11. ORDER BY and SORT BY
在hive中SORT BY相當於sql中的order by,如下:
SELECT s.ymd, s.symbol, s.price_close
FROM stocks s
SORT BY(ORDER BY ) s.ymd ASC, s.symbol DESC;
--(在hive中ORDER BY and SORT BY 的區別:
Order by:所有數據的排序通過一個reducer
Sort by:可以有多個reducer來進行排序,提高效率.)
--( 因爲order by用時太長,所以需要limit子句於order by一起用,當hive.mapred.mode=strict )
12. DISTRIBUTE BY with SORT BY
DISTRIBUTE BY相當於sql中的group by語句,其原理(By default, MapReduce computes a hash on the keys output by mappers and tries to
evenly distribute the key-value pairs among the available reducers using the hash values.這樣分配後比較亂,reducer在排序中容易重複比較同一鍵值對(即比較過一個條件後又比較另一個條件).所以We can use DISTRIBUTE BY to ensure that the records for each stock symbol go to the same reducer, then use SORT BY to order the data the way we want.)
實例:
hive> SELECT s.ymd, s.symbol, s.price_close
> FROM stocks s
> DISTRIBUTE BY s.symbol
> SORT BY s.symbol ASC, s.ymd ASC;
1984-09-07 AAPL 26.5
1984-09-10 AAPL 26.37
--( Note that Hive requires that the DISTRIBUTE BY clause come before the SORT BY clause.)
13. CLUSTER BY
--(Using DISTRIBUTE BY ... SORT BY or the shorthand CLUSTER BY clauses is a way to exploit the parallelism of SORT BY, yet achieve a total ordering across the output files.可以看成是”DISTRIBUTE BY ... SORT BY”的簡單寫法。

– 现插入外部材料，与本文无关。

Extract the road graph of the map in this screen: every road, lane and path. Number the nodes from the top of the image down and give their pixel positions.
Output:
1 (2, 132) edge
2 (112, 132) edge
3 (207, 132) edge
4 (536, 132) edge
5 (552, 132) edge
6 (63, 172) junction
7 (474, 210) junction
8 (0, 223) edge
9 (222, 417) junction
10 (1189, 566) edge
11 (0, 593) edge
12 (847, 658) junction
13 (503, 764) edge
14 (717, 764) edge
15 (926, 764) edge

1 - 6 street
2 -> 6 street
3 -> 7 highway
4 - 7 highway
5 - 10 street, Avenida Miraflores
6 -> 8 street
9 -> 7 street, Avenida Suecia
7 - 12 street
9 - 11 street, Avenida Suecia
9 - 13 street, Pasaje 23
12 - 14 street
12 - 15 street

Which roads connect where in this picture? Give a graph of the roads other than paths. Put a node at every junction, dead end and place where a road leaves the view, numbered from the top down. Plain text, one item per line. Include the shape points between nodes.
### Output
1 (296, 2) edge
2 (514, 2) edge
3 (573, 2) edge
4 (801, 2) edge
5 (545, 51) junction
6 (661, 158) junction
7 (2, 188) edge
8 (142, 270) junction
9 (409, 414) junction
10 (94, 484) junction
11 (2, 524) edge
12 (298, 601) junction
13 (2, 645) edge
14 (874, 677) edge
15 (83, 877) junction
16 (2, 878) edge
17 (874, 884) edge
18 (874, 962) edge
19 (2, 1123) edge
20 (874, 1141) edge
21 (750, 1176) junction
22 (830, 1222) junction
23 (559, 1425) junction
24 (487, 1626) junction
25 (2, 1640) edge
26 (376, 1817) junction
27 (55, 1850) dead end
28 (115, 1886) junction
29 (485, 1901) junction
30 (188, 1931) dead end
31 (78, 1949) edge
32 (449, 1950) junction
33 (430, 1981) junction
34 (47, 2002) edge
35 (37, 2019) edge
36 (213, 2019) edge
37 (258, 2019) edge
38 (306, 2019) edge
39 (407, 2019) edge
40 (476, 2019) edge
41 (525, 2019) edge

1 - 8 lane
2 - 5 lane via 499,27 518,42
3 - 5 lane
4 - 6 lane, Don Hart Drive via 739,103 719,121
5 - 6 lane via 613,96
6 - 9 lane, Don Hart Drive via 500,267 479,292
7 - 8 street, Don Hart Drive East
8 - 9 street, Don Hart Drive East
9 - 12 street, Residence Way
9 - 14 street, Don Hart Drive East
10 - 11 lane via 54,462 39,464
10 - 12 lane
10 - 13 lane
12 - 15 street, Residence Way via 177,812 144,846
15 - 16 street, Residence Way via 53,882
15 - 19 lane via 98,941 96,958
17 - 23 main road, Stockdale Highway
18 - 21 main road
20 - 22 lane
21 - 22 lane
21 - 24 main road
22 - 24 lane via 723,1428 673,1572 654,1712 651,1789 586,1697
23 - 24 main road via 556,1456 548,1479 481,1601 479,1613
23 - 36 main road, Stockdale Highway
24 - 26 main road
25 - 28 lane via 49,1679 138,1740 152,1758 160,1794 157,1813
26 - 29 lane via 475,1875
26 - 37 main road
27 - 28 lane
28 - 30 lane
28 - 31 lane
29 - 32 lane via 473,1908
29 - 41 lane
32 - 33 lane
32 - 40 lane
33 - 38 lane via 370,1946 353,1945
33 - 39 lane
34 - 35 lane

)
實例1:
原數據:(string,string,int,string)
b,w,15,man
c,w,21,woman
c,w,20,man
muse,a,24,man
經過CLUSTER BY之後:
hive (wang)> select id,name,phone
> from wang_manage
> cluster by name;
muse a 24
b w 15
c w 21
c w 20
當CLUSTER BY 之後爲數字列時的排序如下:
b w 15
c w 20
c w 21
muse a 24
--(可以看出CLUSTER BY的列(不管是字符列還是數字列)默認按ascending,當該列相等時其他列若爲字符(第一列)則默認按ascending,其他列若爲數字類型(第三列)則默認按descending)
14. UNION ALL
-- (UNION ALL combines two or more tables. Each subquery of the union query must produce the same number of columns, and for each column, its type must match all the column types in the same position. For example, if the second column is a FLOAT, then the second column of all the other query results must be a FLOAT.)
SELECT log.ymd, log.level, log.message
FROM (
SELECT l1.ymd, l1.level,
l1.message, 'Log1' AS source
FROM log1 l1
UNION ALL
SELECT l2.ymd, l2.level,
l2.message, 'Log2' AS source
FROM log1 l2
) log
SORT BY log.ymd ASC;
--(UNION may be used when a clause selects from the same source table. Logically, the same results could be achieved with a single SELECT and WHERE clause. This technique increases readability by breaking up a long complex WHERE clause into two or more UNION queries. However, unless the source table is indexed, the query will have to make multiple passes over the same source data. )
For example:
FROM (
FROM src SELECT src.key, src.value WHERE src.key < 100
UNION ALL
FROM src SELECT src.* WHERE src.key > 110
) unioninput
INSERT OVERWRITE DIRECTORY '/tmp/union.out' SELECT unioninput.*
--( 可以看出當有多個select語句掃描同一個表時,這種寫法效率更高,避免掃描多次.)